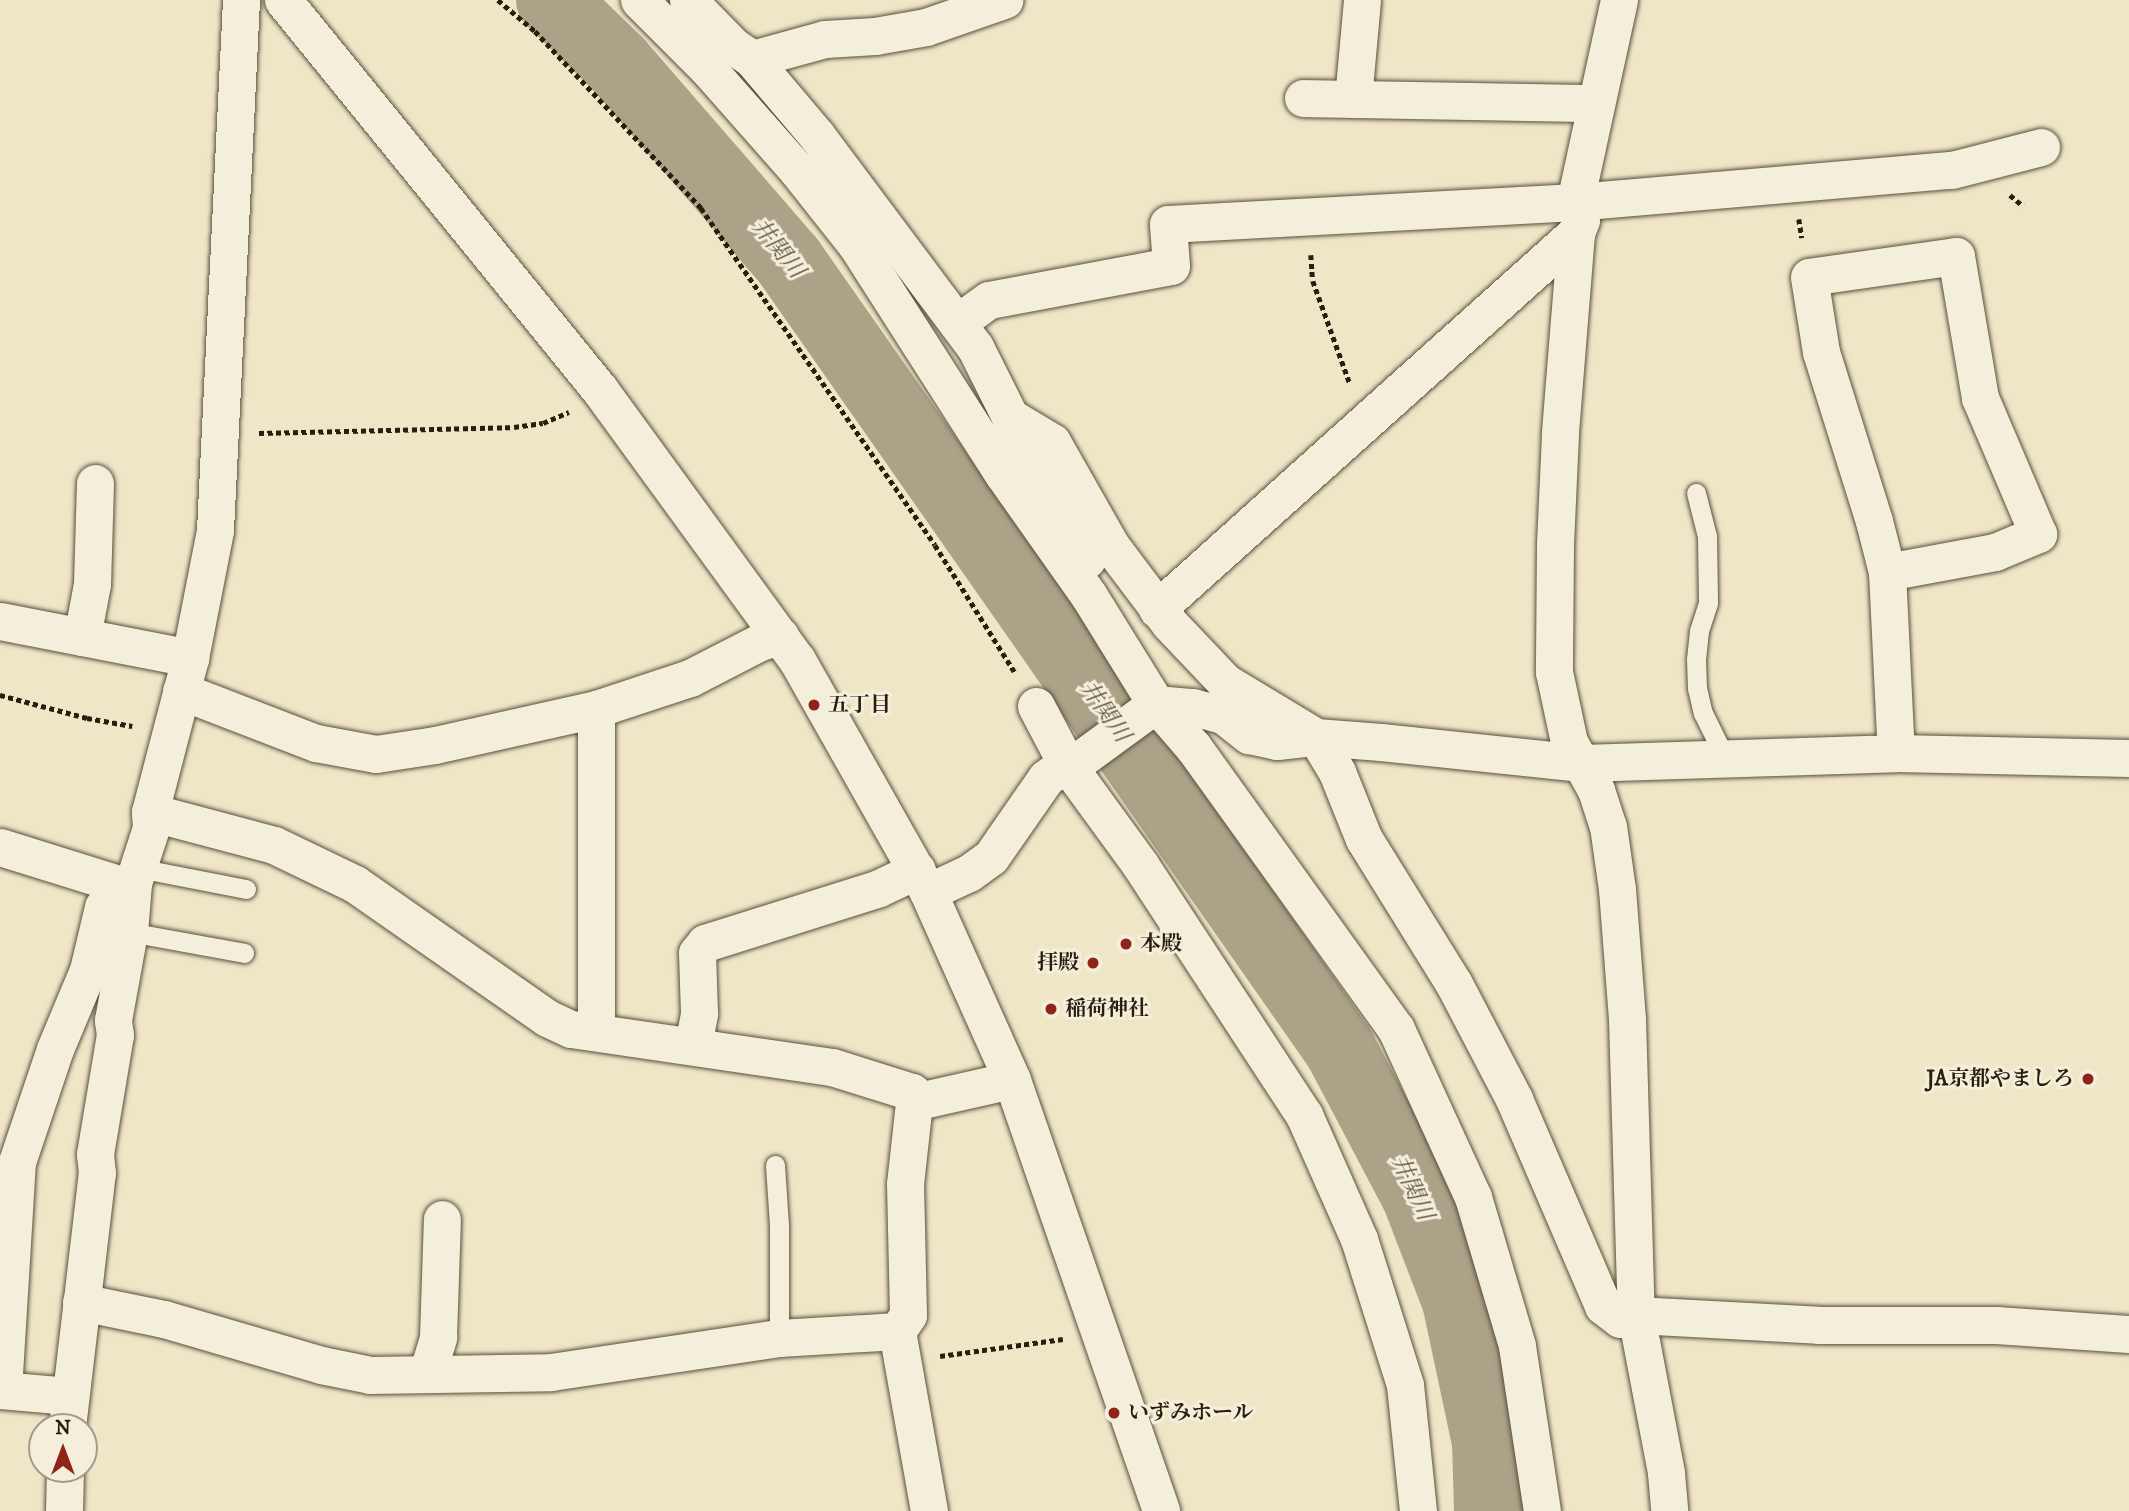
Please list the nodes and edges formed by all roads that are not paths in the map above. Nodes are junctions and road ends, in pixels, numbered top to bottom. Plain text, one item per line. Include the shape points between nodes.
1 (241, 0) edge
2 (283, 0) edge
3 (639, 0) edge
4 (688, 0) edge
5 (1004, 0) edge
6 (1010, 0) edge
7 (1362, 0) edge
8 (1619, 0) edge
9 (752, 59) junction
10 (1303, 98) dead end
11 (1353, 99) junction
12 (1594, 103) junction
13 (2041, 147) dead end
14 (1575, 217) junction
15 (957, 323) junction
16 (1010, 417) junction
17 (95, 483) dead end
18 (1696, 493) dead end
19 (1887, 572) junction
20 (1089, 596) junction
21 (1157, 609) junction
22 (0, 621) edge
23 (780, 636) junction
24 (82, 637) junction
25 (186, 674) junction
26 (1036, 706) road end
27 (1151, 708) junction
28 (597, 709) junction
29 (1316, 737) junction
30 (1896, 753) junction
31 (1725, 758) junction
32 (2129, 758) edge
33 (1074, 760) junction
34 (1582, 762) junction
35 (150, 812) junction
36 (0, 847) edge
37 (131, 879) junction
38 (922, 881) junction
39 (246, 889) dead end
40 (129, 932) junction
41 (244, 953) dead end
42 (597, 1032) junction
43 (693, 1045) junction
44 (1012, 1080) junction
45 (914, 1102) junction
46 (775, 1165) dead end
47 (442, 1220) dead end
48 (81, 1302) junction
49 (1636, 1315) junction
50 (2129, 1334) edge
51 (779, 1339) junction
52 (899, 1346) junction
53 (427, 1374) junction
54 (1, 1390) edge
55 (68, 1411) edge
56 (65, 1483) edge
57 (64, 1511) edge
58 (929, 1511) edge
59 (1161, 1511) edge
60 (1418, 1511) edge
61 (1542, 1511) edge
62 (1669, 1511) edge

1 - 25 street via 215,530
2 - 23 street via 600,390
3 - 20 street via 752,119 857,246 1003,474
4 - 9 street
5 - 6 street
5 - 9 street via 926,27 825,39
7 - 11 street
8 - 12 street
9 - 15 street via 817,136
10 - 11 street
11 - 12 street
12 - 14 street
13 - 14 street via 1952,170 1793,183
14 - 15 street via 1307,216 1167,224 1171,265 989,300
14 - 21 street via 1500,303
14 - 34 street via 1555,546 1554,672 1569,742
15 - 16 street via 975,347
16 - 20 street via 1087,555
16 - 21 street via 1052,442 1111,546
17 - 24 street via 92,584
18 - 31 lane via 1707,536 1708,603 1699,631 1697,688 1712,736
19 - 19 street via 1821,352 1808,277 1956,256 1980,398 2038,534 1995,551
19 - 30 street
20 - 27 street
21 - 29 street via 1225,682
22 - 24 street
23 - 28 street via 690,678
23 - 38 street
24 - 25 street
25 - 28 street via 316,743 376,754
25 - 35 street
26 - 33 street
27 - 29 street via 1193,707 1223,715 1249,735 1277,741
27 - 33 street
27 - 61 street via 1194,748 1396,1029 1473,1197 1517,1346
28 - 42 street
29 - 34 street
29 - 49 street via 1337,772 1364,839 1454,984 1514,1098 1603,1306 1620,1320
30 - 31 street
30 - 32 street
31 - 34 street
33 - 38 street via 1046,778 991,857 969,873
33 - 60 street via 1304,1115 1359,1239 1405,1385
34 - 49 street via 1608,826 1618,890 1627,1019
35 - 37 street via 151,828
35 - 42 street via 274,845 355,884 547,1018 571,1030
36 - 37 street
37 - 39 lane
37 - 40 street
37 - 54 street via 103,907 88,970 55,1049 17,1162
38 - 43 street via 879,888 705,943 697,953 699,1013
38 - 44 street
40 - 41 lane
40 - 48 street via 95,1154 97,1173
42 - 43 street
43 - 45 street via 832,1067 912,1092
44 - 45 street
44 - 59 street
45 - 52 street via 905,1184 908,1315
46 - 51 lane
47 - 53 street via 438,1336
48 - 53 street via 164,1320 321,1366 370,1375
48 - 55 street
49 - 50 street via 1818,1325 1996,1325
49 - 62 street
51 - 52 street
51 - 53 street via 551,1372
52 - 58 street
54 - 55 street
56 - 57 street

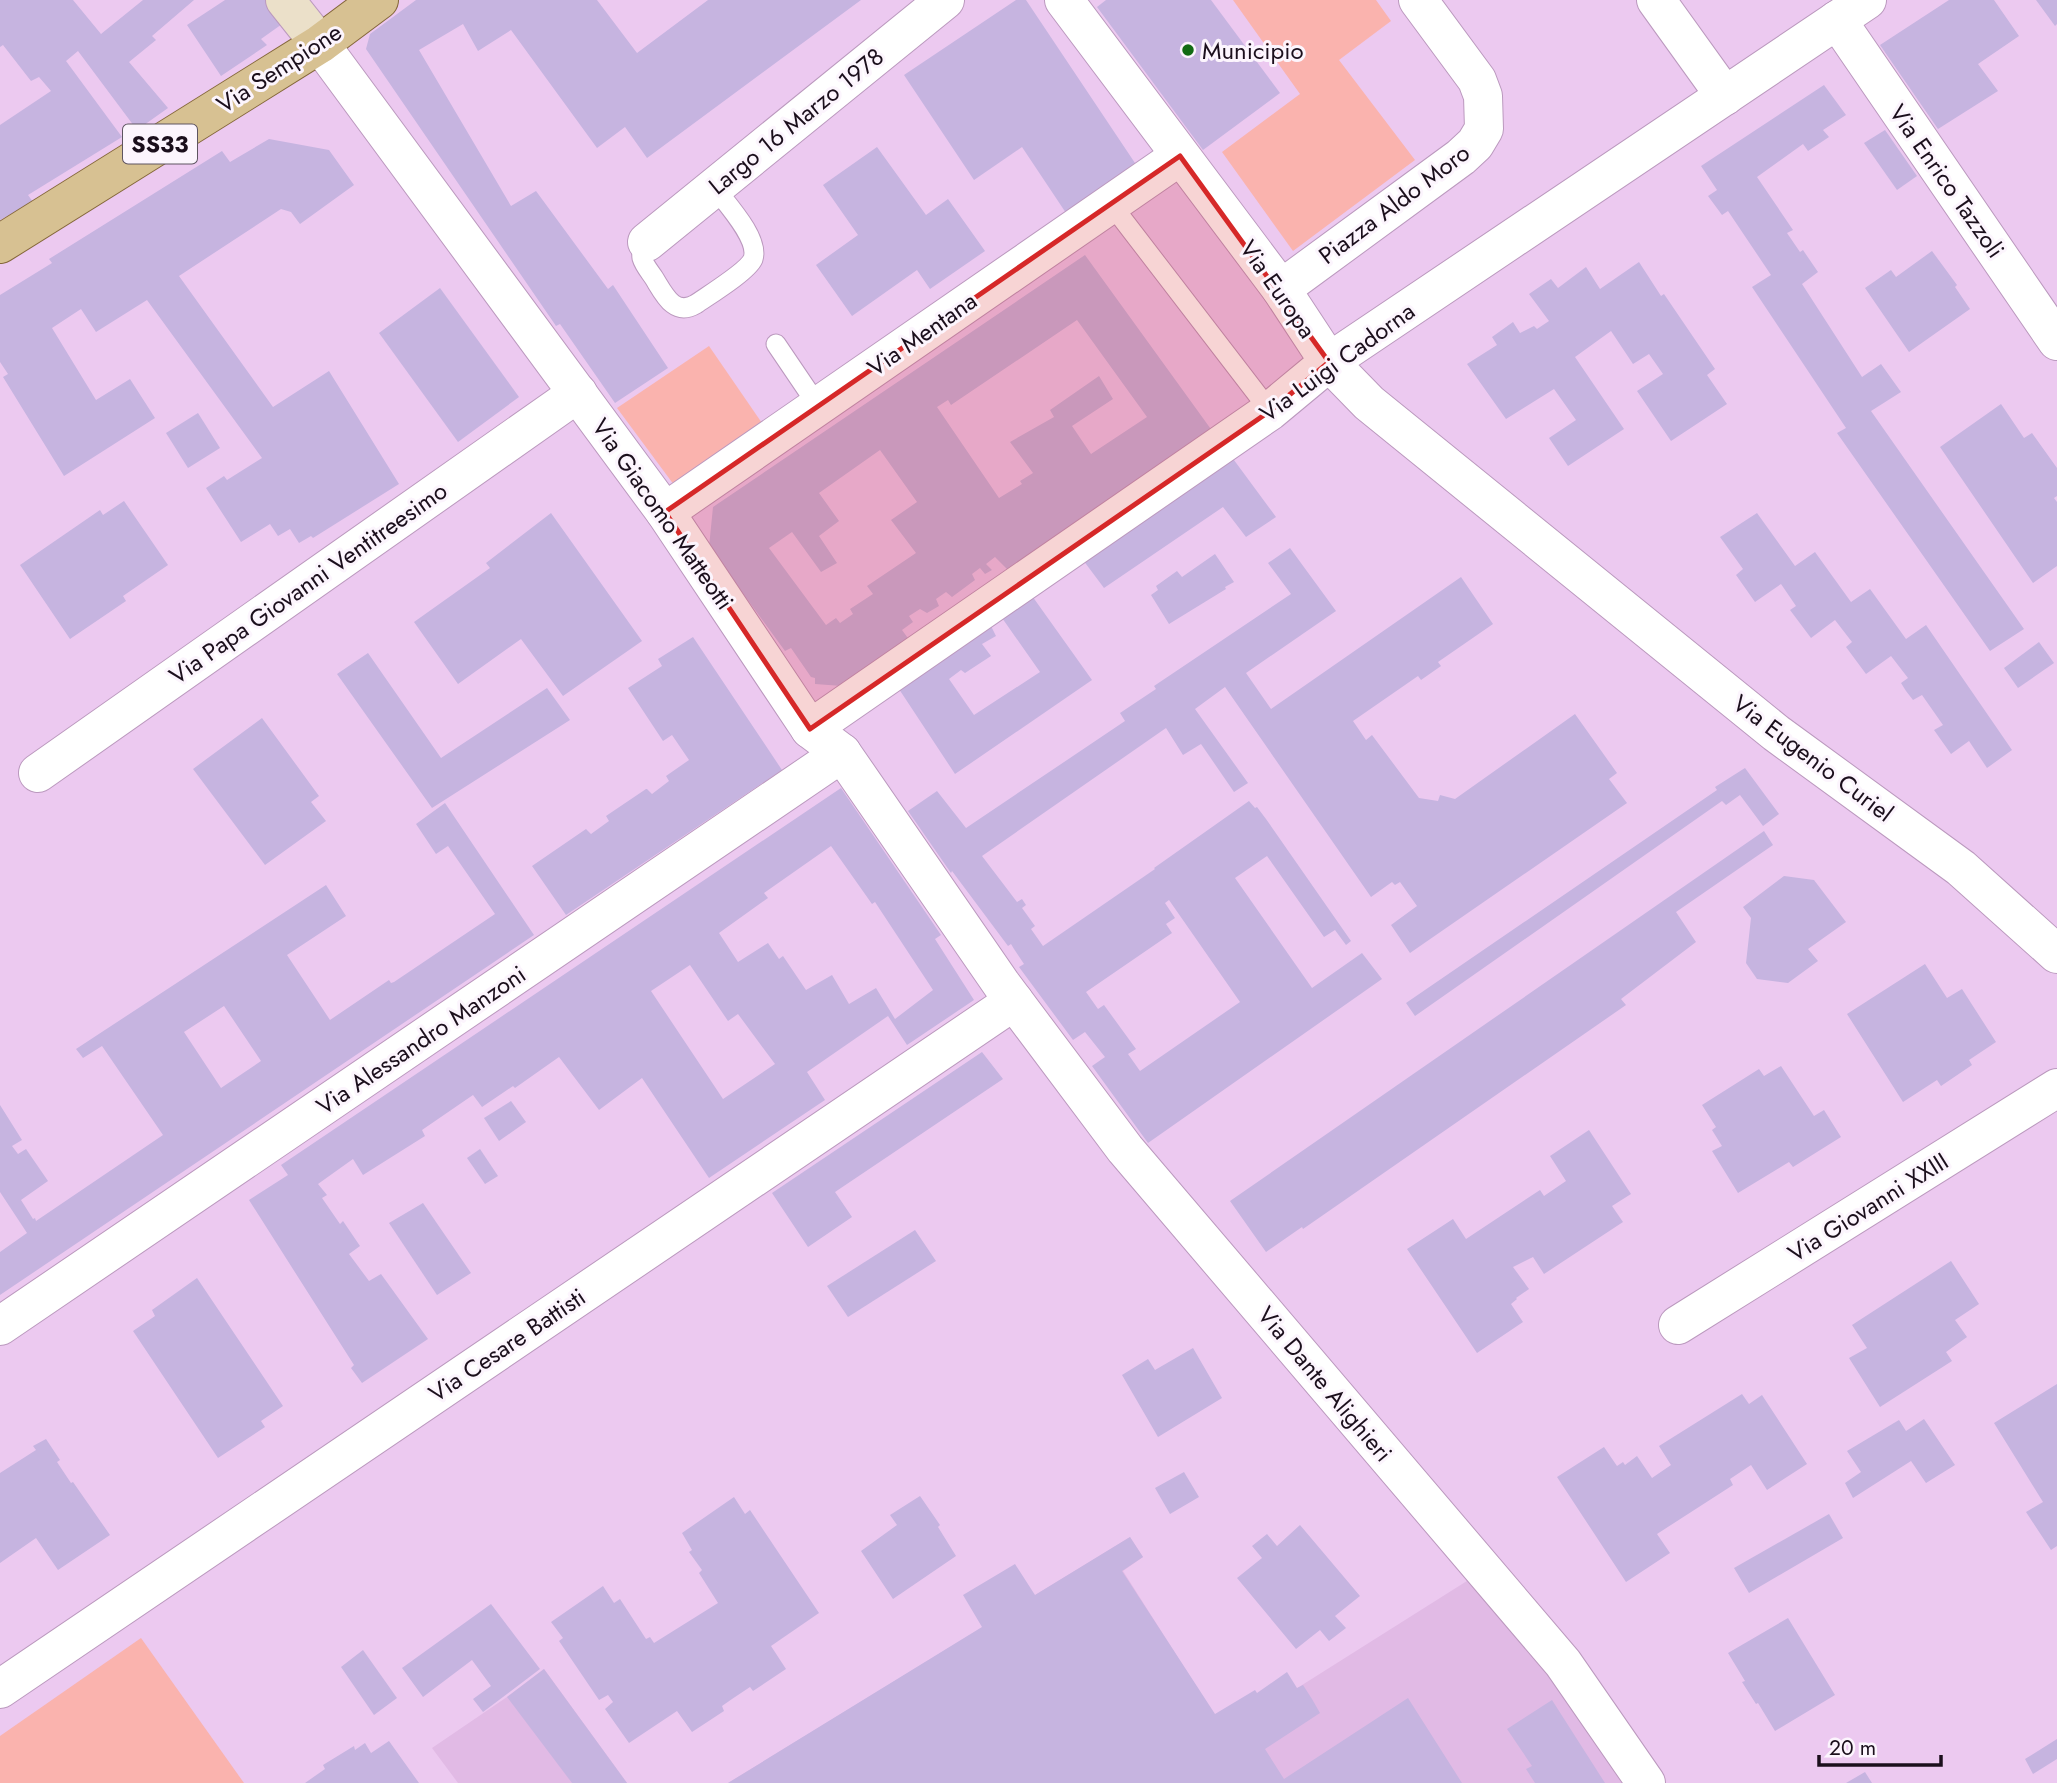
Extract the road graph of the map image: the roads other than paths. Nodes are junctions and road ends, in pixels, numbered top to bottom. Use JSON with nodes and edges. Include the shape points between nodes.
{"nodes":[{"id":1,"x":285,"y":0,"type":"edge"},
{"id":2,"x":379,"y":0,"type":"edge"},
{"id":3,"x":945,"y":0,"type":"edge"},
{"id":4,"x":1065,"y":0,"type":"edge"},
{"id":5,"x":1418,"y":0,"type":"edge"},
{"id":6,"x":1656,"y":0,"type":"edge"},
{"id":7,"x":1852,"y":10,"type":"edge"},
{"id":8,"x":320,"y":44,"type":"junction"},
{"id":9,"x":1725,"y":96,"type":"junction"},
{"id":10,"x":1180,"y":156,"type":"junction"},
{"id":11,"x":714,"y":187,"type":"junction"},
{"id":12,"x":1111,"y":204,"type":"junction"},
{"id":13,"x":647,"y":242,"type":"joint"},
{"id":14,"x":0,"y":244,"type":"edge"},
{"id":15,"x":1281,"y":289,"type":"junction"},
{"id":16,"x":2057,"y":341,"type":"edge"},
{"id":17,"x":776,"y":344,"type":"dead end"},
{"id":18,"x":1329,"y":362,"type":"junction"},
{"id":19,"x":578,"y":393,"type":"junction"},
{"id":20,"x":818,"y":406,"type":"junction"},
{"id":21,"x":1270,"y":411,"type":"junction"},
{"id":22,"x":664,"y":512,"type":"junction"},
{"id":23,"x":1568,"y":564,"type":"joint"},
{"id":24,"x":810,"y":729,"type":"junction"},
{"id":25,"x":842,"y":753,"type":"junction"},
{"id":26,"x":38,"y":773,"type":"dead end"},
{"id":27,"x":2057,"y":954,"type":"edge"},
{"id":28,"x":1008,"y":993,"type":"junction"},
{"id":29,"x":2057,"y":1088,"type":"edge"},
{"id":30,"x":1678,"y":1325,"type":"dead end"},
{"id":31,"x":0,"y":1326,"type":"edge"},
{"id":32,"x":0,"y":1689,"type":"edge"},
{"id":33,"x":1646,"y":1783,"type":"edge"}],
"edges":[{"from":1,"to":8,"type":"street"},
{"from":2,"to":8,"type":"main road","name":"Via Sempione","number":"SS33"},
{"from":3,"to":11,"type":"street","name":"Largo 16 Marzo 1978"},
{"from":4,"to":10,"type":"street","name":"Via Europa"},
{"from":5,"to":15,"type":"street","name":"Piazza Aldo Moro","via":[[1477,80],[1483,96],[1484,129],[1461,157]]},
{"from":6,"to":9,"type":"street"},
{"from":7,"to":9,"type":"street","name":"Via Luigi Cadorna"},
{"from":7,"to":16,"type":"street","name":"Via Enrico Tazzoli"},
{"from":8,"to":14,"type":"main road","name":"Via Sempione","number":"SS33"},
{"from":8,"to":19,"type":"street","name":"Via Giacomo Matteotti"},
{"from":9,"to":18,"type":"street","name":"Via Luigi Cadorna"},
{"from":10,"to":12,"type":"street","name":"Via Mentana"},
{"from":10,"to":15,"type":"street","name":"Via Europa"},
{"from":11,"to":13,"type":"street","name":"Largo 16 Marzo 1978"},
{"from":11,"to":13,"type":"lane","via":[[751,237],[755,249],[745,269],[688,309],[681,308],[665,296],[643,261]]},
{"from":12,"to":20,"type":"street","name":"Via Mentana"},
{"from":12,"to":21,"type":"lane"},
{"from":15,"to":18,"type":"street","name":"Via Europa"},
{"from":17,"to":20,"type":"lane"},
{"from":18,"to":21,"type":"street","name":"Via Luigi Cadorna"},
{"from":18,"to":23,"type":"street","name":"Via Europa","via":[[1369,403]]},
{"from":19,"to":22,"type":"street","name":"Via Giacomo Matteotti"},
{"from":19,"to":26,"type":"street","name":"Via Papa Giovanni Ventitreesimo"},
{"from":20,"to":22,"type":"street","name":"Via Mentana"},
{"from":21,"to":24,"type":"street","name":"Via Luigi Cadorna"},
{"from":22,"to":24,"type":"street","name":"Via Giacomo Matteotti"},
{"from":23,"to":27,"type":"street","name":"Via Eugenio Curiel","via":[[1776,733],[1961,868]]},
{"from":24,"to":25,"type":"street","name":"Via Giacomo Matteotti"},
{"from":25,"to":28,"type":"street","name":"Via Giacomo Matteotti"},
{"from":25,"to":31,"type":"street","name":"Via Alessandro Manzoni"},
{"from":28,"to":32,"type":"street","name":"Via Cesare Battisti"},
{"from":28,"to":33,"type":"street","name":"Via Dante Alighieri","via":[[1125,1149],[1563,1663]]},
{"from":29,"to":30,"type":"street","name":"Via Giovanni XXIII"}]}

━━━━━━━━━━━━━━━━━━━━━━━━━━━━━━

[PROBLEM DETAILS]
Go through the listing above and list every line that has the word "lane".

[YOUR SOLUTION]
18 - 31 lane via 1707,536 1708,603 1699,631 1697,688 1712,736
37 - 39 lane
40 - 41 lane
46 - 51 lane
{"from":11,"to":13,"type":"lane","via":[[751,237],[755,249],[745,269],[688,309],[681,308],[665,296],[643,261]]},
{"from":12,"to":21,"type":"lane"},
{"from":17,"to":20,"type":"lane"},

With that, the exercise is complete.